For people who did not grow up in a union family, or do not have a foundation in organizing in their workplace, what is a union?

A union is a group of workers that have the same employer that comes together to change what they hate and keep what they love at work.   A union is defined by the relationship between workers and bosses. It seems simplistic but history and law have laid so many complications on this relationship that people on the outside can be confused or afraid of the unknown. That complication is probably by design.

Why was there such a decline in labor unions in the U.S. over the past forty years?

To me, there are two reasons for the decline: 1) labor was full of itself and turned inward. It ignored trends in business that eroded the edges of their domain. It ceased taking audacious steps to organize new industries in new ways. 2) a close coalition of business and social actors assessed, in the mid-60’s, that a vast pool of comfortable labor (high buying power baby boomers) and a growing labor pool of people of color would begin questioning the foundation of capital (and capital’s ties to American christianity) and took every opportunity to demolish a thinking, allied working class’s attempts to gain freedom.

Why do you think Millenials are turning back to organized labor?

My generation grew up on the very tail end, the bottom of the barrel of the class victories that the previous generation won and cemented in the Post-war detente. Millenials have found that the barrel is empty. The new paradigm for capital (gig work, monetizing fun, etc.) has stripped away all patriotic dressing from the debate. The cold war is over and communism is no longer grounds to invalidate someone’s argument.

What is Beat the Boss intending to accomplish?

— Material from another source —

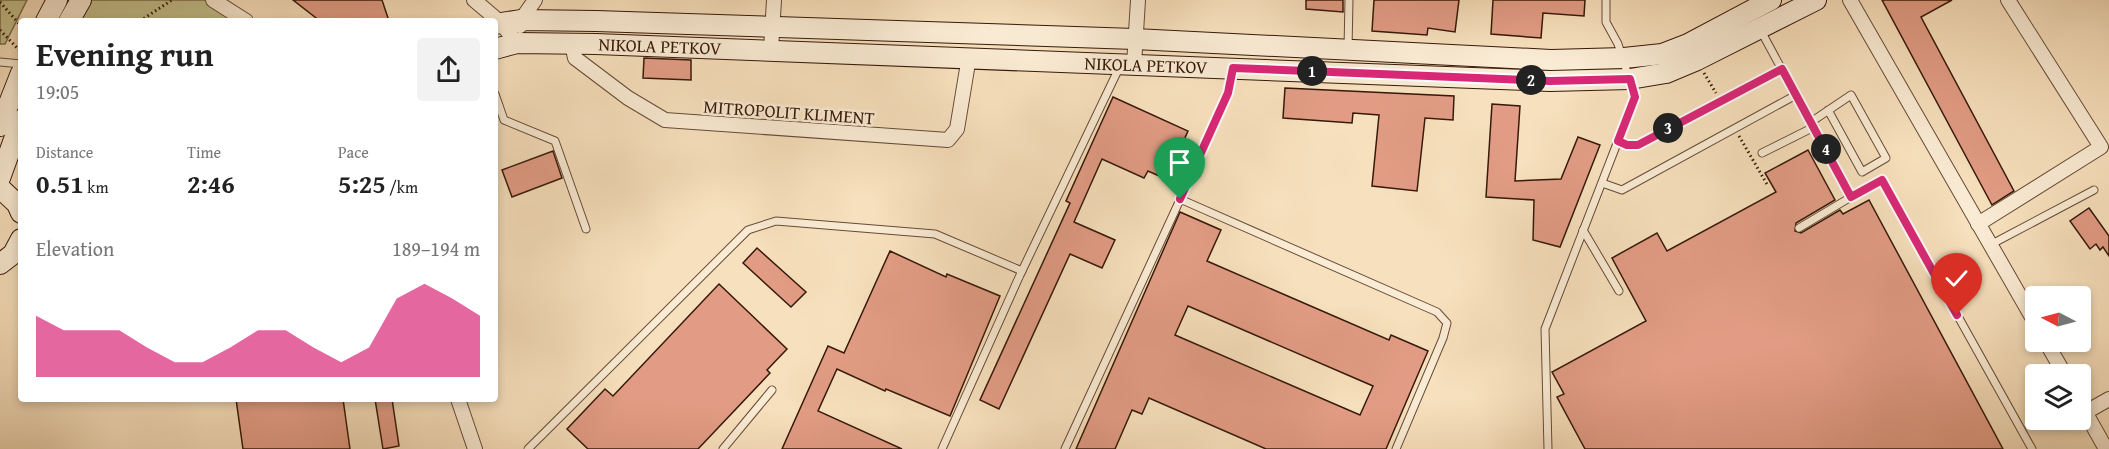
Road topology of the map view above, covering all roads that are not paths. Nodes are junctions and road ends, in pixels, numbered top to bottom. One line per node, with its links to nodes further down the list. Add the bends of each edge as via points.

Roleplaying games, especially thanks to talented improv-ers and the world’s most popular RPG, have become more accepted. Gaming offers the opportunity to experience new points of view. That builds empathy. I’m getting the game out there to encourage people to become comfortable with union organizing. After nearly 20 years of organizing there are patterns to this interaction. Pattern and experience builds comfort. There are best practices and lessons directly related to (and learned from) the field that are reinforced by the rules of the game. After creating a campaign or running one that the community produces players should see opportunities in their own work lives.    

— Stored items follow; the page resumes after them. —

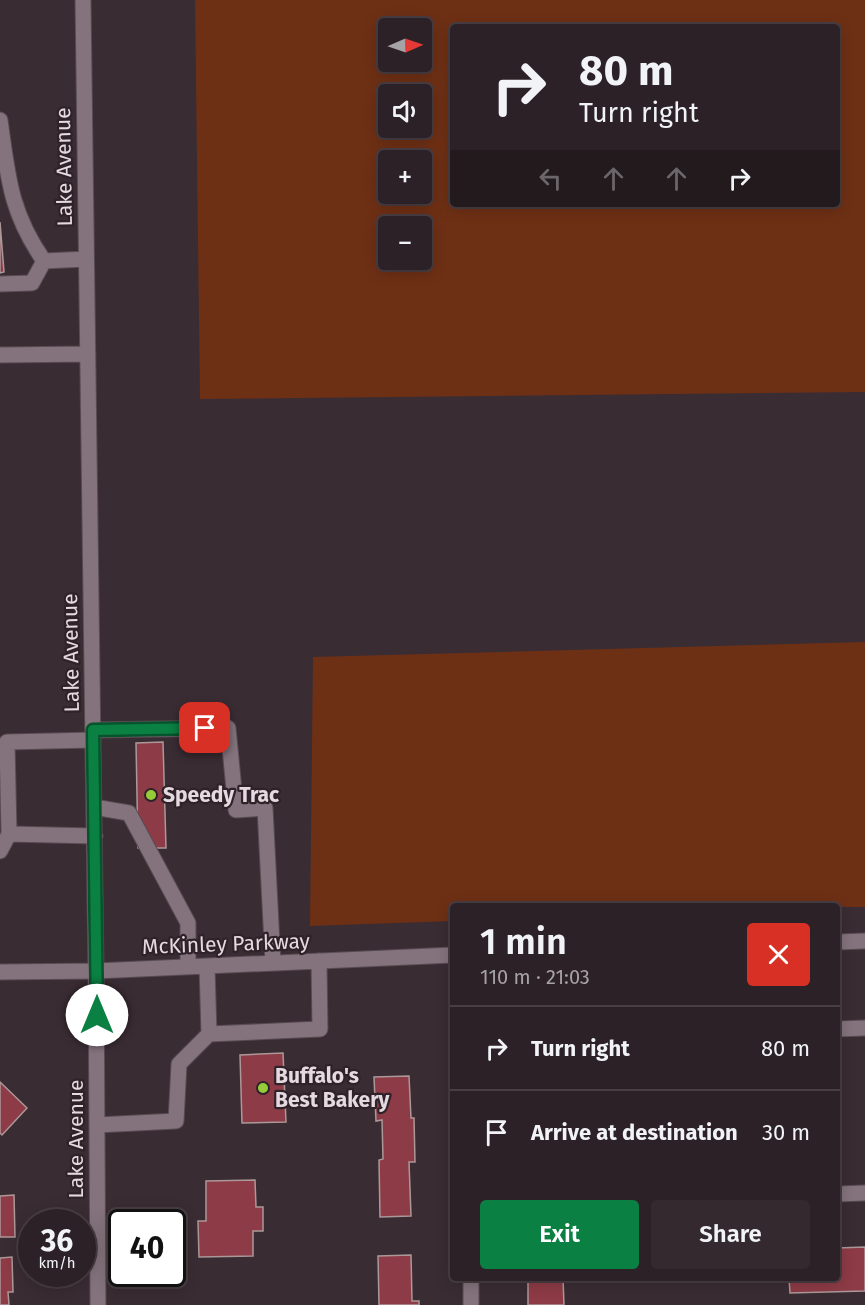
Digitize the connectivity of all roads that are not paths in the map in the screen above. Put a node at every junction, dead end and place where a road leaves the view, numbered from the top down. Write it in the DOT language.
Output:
graph roads {
  1 [pos="82,0"];
  2 [pos="0,120"];
  3 [pos="3,163"];
  4 [pos="86,259"];
  5 [pos="44,261"];
  6 [pos="0,284"];
  7 [pos="88,354"];
  8 [pos="0,355"];
  9 [pos="93,735"];
  10 [pos="4,746"];
  11 [pos="94,807"];
  12 [pos="9,834"];
  13 [pos="94,836"];
  14 [pos="0,851"];
  15 [pos="865,941"];
  16 [pos="840,942"];
  17 [pos="450,955"];
  18 [pos="319,961"];
  19 [pos="273,963"];
  20 [pos="207,966"];
  21 [pos="188,967"];
  22 [pos="96,971"];
  23 [pos="0,972"];
  24 [pos="865,1028"];
  25 [pos="840,1029"];
  26 [pos="209,1034"];
  27 [pos="97,1125"];
  28 [pos="865,1193"];
  29 [pos="840,1194"];
  30 [pos="471,1281"];
  31 [pos="98,1305"];
  32 [pos="471,1305"];
  1 -- 4 [label="street, Lake Avenue"];
  2 -- 3 [label="street"];
  3 -- 5 [label="street"];
  4 -- 5 [label="street"];
  4 -- 7 [label="street, Lake Avenue"];
  5 -- 6 [label="street"];
  7 -- 8 [label="street"];
  7 -- 9 [label="street, Lake Avenue"];
  9 -- 10 [label="street"];
  9 -- 11 [label="street, Lake Avenue"];
  9 -- 19 [label="street"];
  10 -- 12 [label="street"];
  11 -- 13 [label="street, Lake Avenue"];
  11 -- 21 [label="street"];
  12 -- 13 [label="street"];
  12 -- 14 [label="street"];
  13 -- 22 [label="street, Lake Avenue"];
  15 -- 16 [label="street"];
  17 -- 18 [label="street, McKinley Parkway"];
  18 -- 19 [label="street, McKinley Parkway"];
  18 -- 26 [label="street"];
  19 -- 20 [label="street, McKinley Parkway"];
  20 -- 21 [label="street, McKinley Parkway"];
  20 -- 26 [label="street"];
  21 -- 22 [label="street, McKinley Parkway"];
  22 -- 23 [label="street, McKinley Parkway"];
  22 -- 27 [label="street, Lake Avenue"];
  24 -- 25 [label="street"];
  26 -- 27 [label="street"];
  27 -- 31 [label="street, Lake Avenue"];
  28 -- 29 [label="street"];
  30 -- 32 [label="street"];
}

Additionally, when more creative people put their minds to the problems of workers new, innovative ideas will come to light. The fight for justice can end up stodgy.

Do you think gaming can be a center of reigniting workplace organizing?

Gaming and workplace organizing have key elements in common: a core group of people come together to collaboratively solve problems; both talk out resolution; and it’s difficult to find time to schedule a meeting.

3 thoughts on “How We Can Organize and Beat Back Our Boss: An Interview With Union Militant Doug Geisler”

  1. This generation forgot the lessons of the past. During similar eras of the past, it took a people’s movement to force change — for the common good. Poor to middle class, workers AND their “brothers and sisters” who were phased out of the job market. Over the past quarter-century, US liberals have maintained a pep rally for union workers — under 11% of today’s workforce. Never mind that it as middle class workers who, by the 1980s, pleaded for “freedom” from unions. Democrats stripped the poor of the most basic human rights to food and shelter — class-based fascism that has been embraced by the more fortunate.Under these circumstances, where can the country go from here?